And no I dont want or need ur respect.
If I continued not to see eye to eye with the ppl in this thread I would have happily left.
Yes u know me so u know I am looking for trouble, even though I said I wasnt, ignorant and arrogant, that is what went wrong on this thread.
I dont need or value ur opinion in any way, I dont care how much u know about APBT`s.
Reply if u want I am going to ignore no matter how tempting it may be to reply 

I got my answer from a breeder who bred both dogs, it was a short convo!.


----------



## surfer (Feb 20, 2013)

wow, i woke up to this??????????

fell asleep thinkin we're going to war with SA, then i wake up and we're married????????

katey, as far as HA dogs, we all have different opimions on them,

i tell everyone that all of mine are HA that way before you sneak back here and try to steal one, you'll think long and hard about it.

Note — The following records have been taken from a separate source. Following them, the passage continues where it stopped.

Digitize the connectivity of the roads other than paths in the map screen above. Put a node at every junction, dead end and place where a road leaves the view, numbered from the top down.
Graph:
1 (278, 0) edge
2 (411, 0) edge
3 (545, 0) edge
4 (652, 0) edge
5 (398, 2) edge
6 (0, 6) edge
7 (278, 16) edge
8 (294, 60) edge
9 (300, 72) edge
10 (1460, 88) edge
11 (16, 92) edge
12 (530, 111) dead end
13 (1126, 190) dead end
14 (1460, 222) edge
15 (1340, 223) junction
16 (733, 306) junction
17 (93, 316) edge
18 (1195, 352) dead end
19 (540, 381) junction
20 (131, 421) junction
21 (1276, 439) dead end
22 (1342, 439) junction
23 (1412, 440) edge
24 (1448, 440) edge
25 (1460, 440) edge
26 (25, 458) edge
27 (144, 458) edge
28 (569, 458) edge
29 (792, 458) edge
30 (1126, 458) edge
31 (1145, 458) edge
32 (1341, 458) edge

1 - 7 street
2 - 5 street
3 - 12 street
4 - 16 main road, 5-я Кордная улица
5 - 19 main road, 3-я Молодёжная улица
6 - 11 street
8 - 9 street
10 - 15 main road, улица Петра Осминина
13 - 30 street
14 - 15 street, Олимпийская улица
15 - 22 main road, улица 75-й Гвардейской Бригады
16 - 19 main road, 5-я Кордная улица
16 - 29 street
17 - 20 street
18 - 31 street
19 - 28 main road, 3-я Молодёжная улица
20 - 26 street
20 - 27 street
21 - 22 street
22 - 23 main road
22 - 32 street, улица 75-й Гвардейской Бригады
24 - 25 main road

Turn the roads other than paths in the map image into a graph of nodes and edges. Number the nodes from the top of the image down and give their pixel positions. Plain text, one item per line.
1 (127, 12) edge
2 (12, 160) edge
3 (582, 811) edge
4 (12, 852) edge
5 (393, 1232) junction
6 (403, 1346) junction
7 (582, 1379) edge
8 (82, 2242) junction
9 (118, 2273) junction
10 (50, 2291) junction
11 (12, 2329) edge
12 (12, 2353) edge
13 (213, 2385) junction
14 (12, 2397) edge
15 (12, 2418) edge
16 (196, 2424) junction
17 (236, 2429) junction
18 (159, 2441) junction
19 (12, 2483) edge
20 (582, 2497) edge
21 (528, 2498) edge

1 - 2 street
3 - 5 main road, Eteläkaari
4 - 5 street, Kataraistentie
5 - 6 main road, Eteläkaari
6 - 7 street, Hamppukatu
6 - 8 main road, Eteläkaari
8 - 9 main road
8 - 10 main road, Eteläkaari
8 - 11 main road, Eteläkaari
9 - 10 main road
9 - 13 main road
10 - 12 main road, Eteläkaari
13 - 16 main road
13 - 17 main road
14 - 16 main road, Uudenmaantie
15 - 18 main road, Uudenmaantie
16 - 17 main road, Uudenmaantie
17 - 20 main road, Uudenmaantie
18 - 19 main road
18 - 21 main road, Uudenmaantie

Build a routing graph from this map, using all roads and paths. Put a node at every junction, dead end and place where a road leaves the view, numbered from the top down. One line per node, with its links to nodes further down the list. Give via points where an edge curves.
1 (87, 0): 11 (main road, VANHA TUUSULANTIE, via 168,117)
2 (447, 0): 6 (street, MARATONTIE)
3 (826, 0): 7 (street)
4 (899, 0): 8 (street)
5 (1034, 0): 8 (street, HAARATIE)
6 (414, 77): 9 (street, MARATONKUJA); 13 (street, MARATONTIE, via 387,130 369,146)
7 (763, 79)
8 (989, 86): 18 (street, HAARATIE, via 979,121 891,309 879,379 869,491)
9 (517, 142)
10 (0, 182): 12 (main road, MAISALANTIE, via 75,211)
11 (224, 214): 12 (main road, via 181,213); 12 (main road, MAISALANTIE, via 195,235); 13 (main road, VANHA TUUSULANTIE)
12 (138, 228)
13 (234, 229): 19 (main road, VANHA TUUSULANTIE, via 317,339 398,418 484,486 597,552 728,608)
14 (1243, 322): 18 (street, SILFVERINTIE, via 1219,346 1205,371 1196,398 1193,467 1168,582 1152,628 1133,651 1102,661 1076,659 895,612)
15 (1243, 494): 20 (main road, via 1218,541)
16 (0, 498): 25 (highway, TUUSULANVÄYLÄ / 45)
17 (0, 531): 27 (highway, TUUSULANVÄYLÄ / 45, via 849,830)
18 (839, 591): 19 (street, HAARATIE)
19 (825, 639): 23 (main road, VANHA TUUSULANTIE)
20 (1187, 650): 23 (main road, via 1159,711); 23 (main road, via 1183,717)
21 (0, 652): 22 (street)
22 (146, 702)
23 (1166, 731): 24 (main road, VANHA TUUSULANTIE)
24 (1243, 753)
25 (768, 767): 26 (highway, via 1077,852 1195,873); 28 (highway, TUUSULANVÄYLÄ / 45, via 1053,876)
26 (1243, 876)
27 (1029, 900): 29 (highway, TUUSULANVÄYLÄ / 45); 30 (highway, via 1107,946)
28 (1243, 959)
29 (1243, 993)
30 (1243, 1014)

glad to see everyone gettin along, but you see what it took,

i just saw where you said you wish you were closer??????????
be careful what you wish for..........
because if things didnt get ironed out, i may have went on the hunt............

those big dogs you got, dont mean one single thing to me, if you ask me their 'big pussies'

and you said you know where little dogs whipped bigger dogs, 
how bout showing sa little professionalism over there????????????

we are fair, and go by weight.....
not try to bully a smaller dog, because sometimes that little dog will kill your big dog.

and thats a fact!!!!!!
its hard to put 3hrs worth of stamina in a big one.

i wish you were closer, so i could shut you up,

had a buddy with what he called 'the pit bulls nightmare' weighed about 120lbs an akita

he was fine saying that around a bunch a 30-40lb females, but when i heard it, 

i went and got 'shark' 59lbs of pure bulldog, with in 5 min. he's screamin 
'that dog's a killer, get him off my dog'

shark hit him in the throat, way to much hide so he went to the chest, and it was 'downhill' from there.
once that big dog got bit, by something that was hurting it, his tail dropped and started whining,
just like yours would do.......

but i have the feeling, the next time you step over the wall with a dog under your arms,
will be your first time............


----------



## GriffenSA (Aug 18, 2013)

surfer said:


> wow, i woke up to this??????????
> 
> fell asleep thinkin we're going to war with SA, then i wake up and we're married????????
> 
> ...


At least I have a truce with some 

Lol wudnt be much of war Im afraid 
We bought some fancy submarines, but then we broke them, not sure how to operate them etc .But hey our President is doing 15 million $ of upgrades to his homes, u guys are most welcome to pop in and take that out for us


----------



## GriffenSA (Aug 18, 2013)

Just in case there are others that dont believe me 
Urban Dictionary: oke

Okies = okes plural form, I dont think I wud have used this form, unless it was a typo. for plural most likely you okes.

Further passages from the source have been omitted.